Каменный пояс, 1976
Шрифт:
Пройдя к себе в комнату, Артем протянул другу шикарные полосатые брюки от импортного костюма и шелковую сорочку с янтарными запонками. Как ни отказывался Терентий, почти насильно завязал ему галстук и широкую желто-черную клетку.
— Богоявленский, знаешь, мировой старик. С самим Эйзенштейном работал… Не ударь в грязь лицом, Тетерев.
— Откуда он в наших краях? — причесываясь перед зеркалом, спросил Терентий. У Артема была своя комната — крохотная, с маленьким раскладным столом и диваном, но зато своя.

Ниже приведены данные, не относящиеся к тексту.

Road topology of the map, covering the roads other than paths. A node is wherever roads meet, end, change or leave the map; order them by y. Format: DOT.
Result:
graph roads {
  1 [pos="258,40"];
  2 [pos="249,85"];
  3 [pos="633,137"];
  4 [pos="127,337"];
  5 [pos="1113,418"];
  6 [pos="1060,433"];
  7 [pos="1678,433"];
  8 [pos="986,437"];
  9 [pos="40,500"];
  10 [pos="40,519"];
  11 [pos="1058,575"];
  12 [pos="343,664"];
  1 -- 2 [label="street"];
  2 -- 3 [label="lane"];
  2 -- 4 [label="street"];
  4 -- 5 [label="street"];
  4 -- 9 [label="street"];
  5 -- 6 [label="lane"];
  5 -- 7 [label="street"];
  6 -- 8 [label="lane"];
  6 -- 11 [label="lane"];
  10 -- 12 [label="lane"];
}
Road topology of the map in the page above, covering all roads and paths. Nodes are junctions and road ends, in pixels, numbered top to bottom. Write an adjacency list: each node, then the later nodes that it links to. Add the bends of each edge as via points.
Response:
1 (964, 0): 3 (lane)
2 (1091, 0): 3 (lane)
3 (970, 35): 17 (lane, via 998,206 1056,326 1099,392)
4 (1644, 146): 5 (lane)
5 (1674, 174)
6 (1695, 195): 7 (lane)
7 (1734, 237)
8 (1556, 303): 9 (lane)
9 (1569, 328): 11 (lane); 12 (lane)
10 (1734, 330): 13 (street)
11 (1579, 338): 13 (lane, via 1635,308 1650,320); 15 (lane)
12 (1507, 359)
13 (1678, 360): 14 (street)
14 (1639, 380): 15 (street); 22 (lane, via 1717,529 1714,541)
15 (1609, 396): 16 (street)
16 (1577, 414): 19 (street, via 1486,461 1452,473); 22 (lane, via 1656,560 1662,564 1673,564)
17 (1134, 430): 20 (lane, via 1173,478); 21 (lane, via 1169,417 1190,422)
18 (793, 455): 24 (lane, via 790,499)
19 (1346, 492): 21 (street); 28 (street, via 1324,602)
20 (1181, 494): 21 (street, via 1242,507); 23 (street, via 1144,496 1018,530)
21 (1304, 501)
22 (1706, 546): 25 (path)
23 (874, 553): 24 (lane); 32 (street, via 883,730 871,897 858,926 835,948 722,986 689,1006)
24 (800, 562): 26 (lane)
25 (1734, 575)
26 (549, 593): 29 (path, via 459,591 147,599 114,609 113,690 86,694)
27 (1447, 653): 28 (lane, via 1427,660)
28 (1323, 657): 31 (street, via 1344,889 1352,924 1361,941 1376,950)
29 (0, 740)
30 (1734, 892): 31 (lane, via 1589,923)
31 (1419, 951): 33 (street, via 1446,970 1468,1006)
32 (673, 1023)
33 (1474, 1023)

По полкам некрашеных стеллажей, которые Терентий еще зимой помогал соорудить другу, стояли книги, любимые обоими: «История искусств» Грабаря, серия «Жизнь замечательных людей», Робеспьер, Делакруа, Мольер. Книги по математике
— Это долгая история. Как-нибудь расскажу… Ну, готов? Двинули…
Когда друзья, поздоровавшись, чинно вошли в столовую, разговор был в самом разгаре. За овальным столом вокруг самовара сидело несколько человек, среди которых Терентий сразу увидел выразительное шоколадно-морщинистое лицо Богоявленского с живыми навыкате блестящими глазами, хрящеватым аристократическим носом и величественной сизой лысинкой на темени. Старик был сух, поджар, узкоплеч, длинные пальцы его манерно держали мельхиоровый подстаканник с коричневым чаем, а под галстук была заправлена вышитая салфетка.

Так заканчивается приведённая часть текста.